Jakarta tidak pernah absen dari kesibukannya. Entah itu pagi ataupun malam, Jakarta tidak pernah punya penghalangnya. Lampu-lampu jalanan yang masih terang, kendaraan beroda terus melintas di atas aspal. Bunyi kereta cepat menggilas rel berkarat. Gedung-gedung tinggi pencakar langit sudah menjadi ciri khasnya.
Hari ini hujan. Rintiknya mengembun di kaca jendela yang tak tertutup gordennya. Bisingnya hujan dikalahkan dengan bising suara TV. Di depannya, anak kecil menatap layar TV dengan posisi duduk bersila sembari bersandar di punggung sofa.
Sang ibu datang, membawa secangkir susu hangat yang diletakkan di atas meja bundar. Wanita paruh baya itu duduk di sebelah putrinya.
"Fidza, udah malem. Gak mau tidur?" tanya sang ibu.
Fidza mengalihkan pandang menatap ibunya. "Bapak belum pulang, Bu." Kedua mata kecilnya melirik jam dinding yang menunjukkan pukul 9 malam, namun sang bapak masih tak kunjung datang.

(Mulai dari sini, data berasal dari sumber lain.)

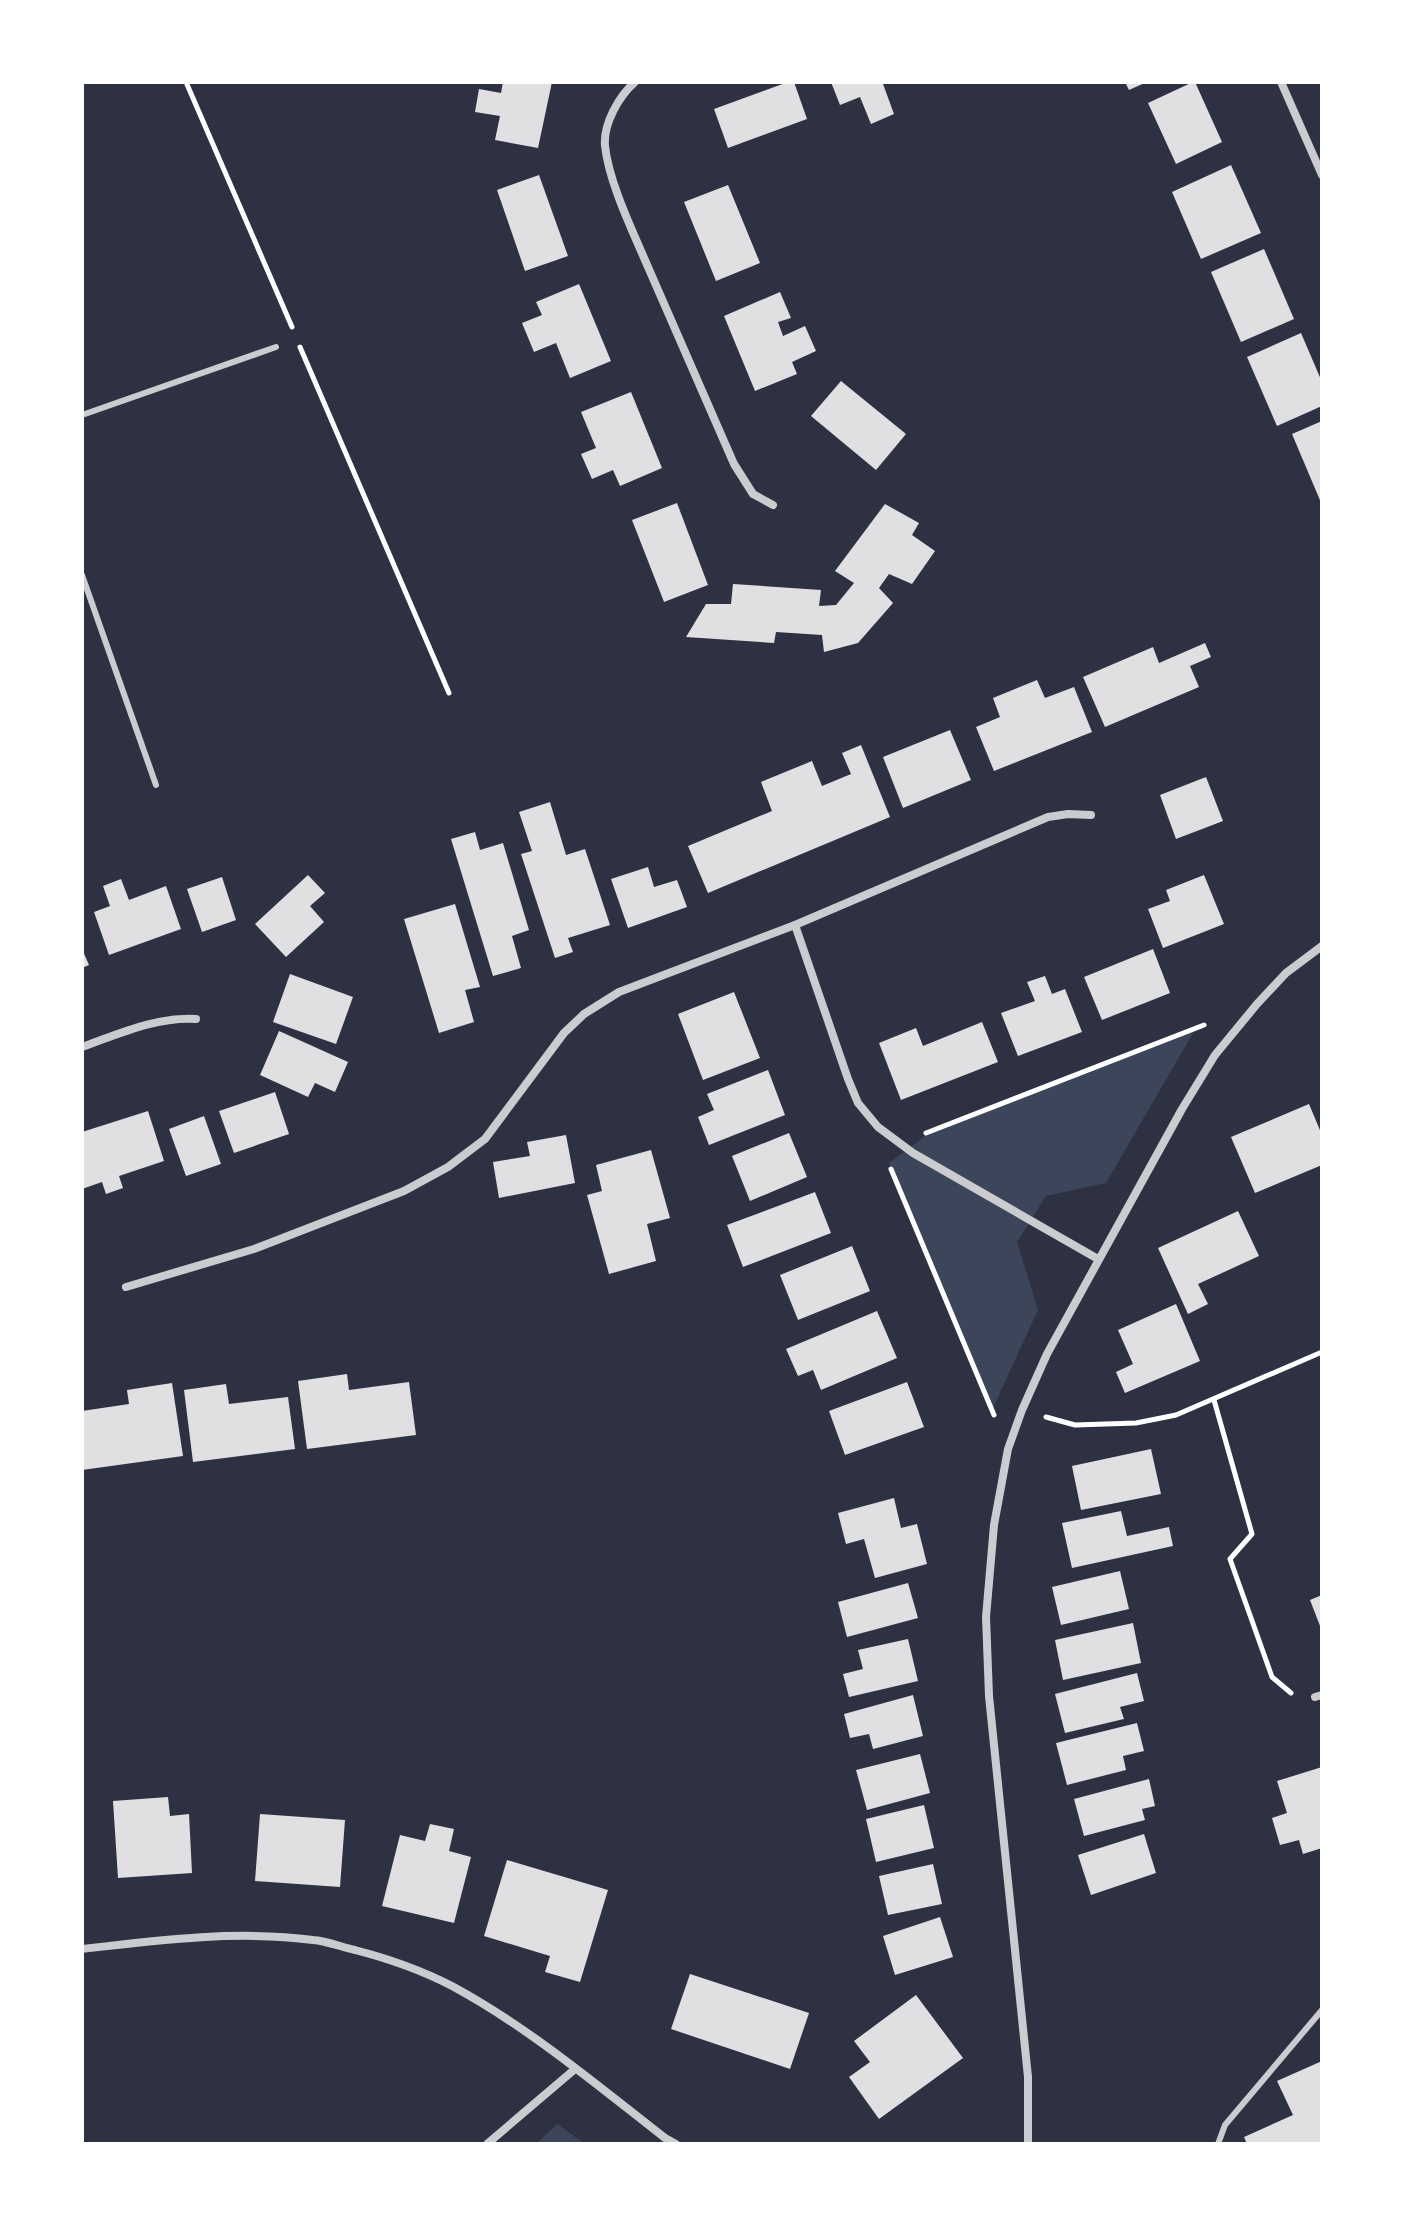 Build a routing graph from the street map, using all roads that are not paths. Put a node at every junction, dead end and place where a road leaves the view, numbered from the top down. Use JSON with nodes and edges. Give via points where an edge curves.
{"nodes":[{"id":1,"x":635,"y":82,"type":"edge"},
{"id":2,"x":1281,"y":82,"type":"edge"},
{"id":3,"x":1320,"y":165,"type":"edge"},
{"id":4,"x":1322,"y":175,"type":"edge"},
{"id":5,"x":276,"y":347,"type":"dead end"},
{"id":6,"x":82,"y":415,"type":"edge"},
{"id":7,"x":773,"y":505,"type":"dead end"},
{"id":8,"x":82,"y":575,"type":"edge"},
{"id":9,"x":156,"y":785,"type":"dead end"},
{"id":10,"x":1091,"y":815,"type":"dead end"},
{"id":11,"x":795,"y":925,"type":"junction"},
{"id":12,"x":1322,"y":946,"type":"edge"},
{"id":13,"x":196,"y":1019,"type":"dead end"},
{"id":14,"x":82,"y":1047,"type":"edge"},
{"id":15,"x":1098,"y":1259,"type":"junction"},
{"id":16,"x":126,"y":1287,"type":"dead end"},
{"id":17,"x":82,"y":1949,"type":"edge"},
{"id":18,"x":1322,"y":2010,"type":"edge"},
{"id":19,"x":575,"y":2069,"type":"junction"},
{"id":20,"x":487,"y":2144,"type":"edge"},
{"id":21,"x":676,"y":2144,"type":"edge"},
{"id":22,"x":1028,"y":2144,"type":"edge"},
{"id":23,"x":1218,"y":2144,"type":"edge"}],
"edges":[{"from":1,"to":7,"type":"street","via":[[611,116],[604,143],[611,174],[734,464],[753,494]]},
{"from":2,"to":3,"type":"street"},
{"from":3,"to":4,"type":"street"},
{"from":5,"to":6,"type":"lane"},
{"from":8,"to":9,"type":"lane"},
{"from":10,"to":11,"type":"street","via":[[1048,817]]},
{"from":11,"to":15,"type":"street","via":[[858,1103],[878,1127],[913,1153]]},
{"from":11,"to":16,"type":"street","via":[[619,992],[584,1014],[485,1139],[404,1191],[254,1249]]},
{"from":12,"to":15,"type":"street","via":[[1286,973],[1215,1055]]},
{"from":13,"to":14,"type":"street","via":[[155,1021]]},
{"from":15,"to":22,"type":"street","via":[[1047,1354],[1008,1449],[994,1525],[986,1617],[989,1696],[1028,2077]]},
{"from":17,"to":19,"type":"street","via":[[240,1935],[315,1940],[378,1956],[451,1985]]},
{"from":18,"to":23,"type":"lane","via":[[1225,2125]]},
{"from":19,"to":20,"type":"street"},
{"from":19,"to":21,"type":"street"}]}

"Mungkin bapak pulangnya—"
"Assalamu'alaikum."
Ucapan Asyiah terpotong oleh seorang yang mengucapkan salam dari arah luar. Bibir kecil Fidza membentuk sebuah kurva. Lantas gadis itu berlari menuju pintu rumahnya.
"Bapak! Fidza kangen!"
Umar memerima pelukan hangat putri kecilnya. Rasa lelahnya seketika sirna. Bibir tebalnya tersenyum sempurna. Umar membawa Fidza ke dalam gendongannya. Sementara satu tangannya memegang kresek hitam.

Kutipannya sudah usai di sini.